I want to point out again at the beginning of this post that I really do not know what people read and what they don’t. So, I am only going on my own experience when I mention authors among my friends who read and claim not to know who I am talking about. Also, I could have easily spent the post describing how much I love James Kelman but as I have already written about him when I was talking about underrated books, I decided to choose two other authors. Although it goes without saying that you should read him as well.
My first choice is A. L. Kennedy. My favourite novel by her is Looking
for the Possible Dance which is about being
female and being Scottish. It discusses all the pressures that are on women, marriage, relationships, children. It has its funny moments – like when she discusses the ways in which she does not fit in on her ‘English, English Literature course’ but is most successful, I think in charting Margaret’s psychological state and her difficulties with fitting into society.
This book also contains one of my favourite images from a book “She remembers seeing waxwings searching the grass when she was at university and suddenly feeling homesick because they were not Scottish birds. There was something a little impossible about them. And that was all it took to make you miss things, a mild impossibility, a slight difference of birds.” It seems a perfect description of homesickness which can sneak up on you at the most unlikely times and for reasons as small as this.
Secondly, I have chosen Patrick McGrath. What I like about his narratives is the ambiguity of his narrators who are always in some ways suspect. They are superbly unreliable and even as you know this, you are drawn into their world, only to discover that you have been duped once again.
My favourite McGrath book is Asylum. It seems an obvious set up; a psychiatrist with a beautiful wife takes over the running of a hospital for the criminally insane. When she befriends a patient, it seems we can see the way that things will go. However, McGrath, while leading us in one direction, is actually taking a very different road and the horror and terror do
not come from the direction you would expect.

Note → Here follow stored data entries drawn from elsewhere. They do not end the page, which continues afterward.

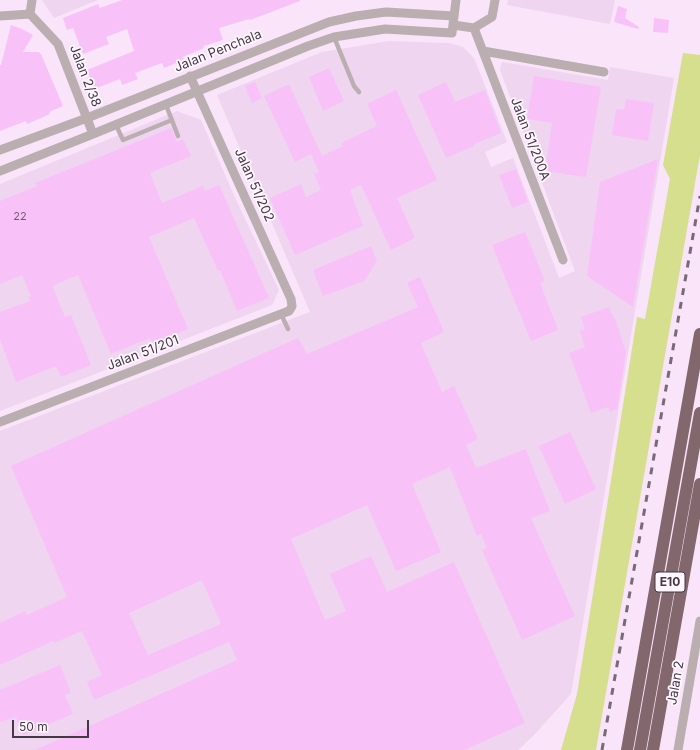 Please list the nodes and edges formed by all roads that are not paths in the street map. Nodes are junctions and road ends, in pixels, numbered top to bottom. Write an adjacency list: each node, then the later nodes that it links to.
1 (32, 0): 4 (street)
2 (456, 0): 6 (street)
3 (495, 0): 7 (street)
4 (30, 14): 5 (street); 16 (street, Jalan 2/38)
5 (0, 16)
6 (454, 16): 8 (street); 12 (street, Jalan Penchala)
7 (474, 28): 8 (street); 10 (street, Jalan 51/200A)
8 (452, 29): 9 (street)
9 (334, 37): 13 (street); 14 (lane)
10 (483, 51): 11 (street); 23 (street, Jalan 51/200A)
11 (604, 72)
12 (190, 76): 13 (street, Jalan 51/202); 16 (street, Jalan Penchala)
13 (197, 92): 15 (street); 24 (street, Jalan 51/202)
14 (359, 92)
15 (166, 105): 17 (lane); 18 (street)
16 (87, 118): 19 (street, Jalan 2/38); 21 (street, Jalan Penchala)
17 (172, 120): 18 (lane); 20 (lane)
18 (116, 125): 19 (street)
19 (93, 134): 22 (street)
20 (178, 136)
21 (0, 150)
22 (0, 171)
23 (563, 260)
24 (292, 306): 25 (street, Jalan 51/201)
25 (281, 314): 26 (lane); 29 (street, Jalan 51/201)
26 (288, 329)
27 (700, 334): 33 (highway)
28 (700, 414): 34 (highway, E10)
29 (0, 422)
30 (700, 484): 35 (highway, E10)
31 (700, 620): 32 (street, Jalan 2)
32 (697, 659): 36 (street, Jalan 2)
33 (627, 750)
34 (640, 750)
35 (653, 750)
36 (678, 750)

The narrator of the story is the one of the doctors Peter Cleave. He opens his narration with the line ‘The catastrophic love affair characterised by sexual obsession has been a professional interest of mine for many years.’ This perfectly sets the scene for the story to come and the reader is given just enough information to come to the wrong conclusion. This is a masterful psychological thriller that plays with the readers’ expectations in a cunning and clever way.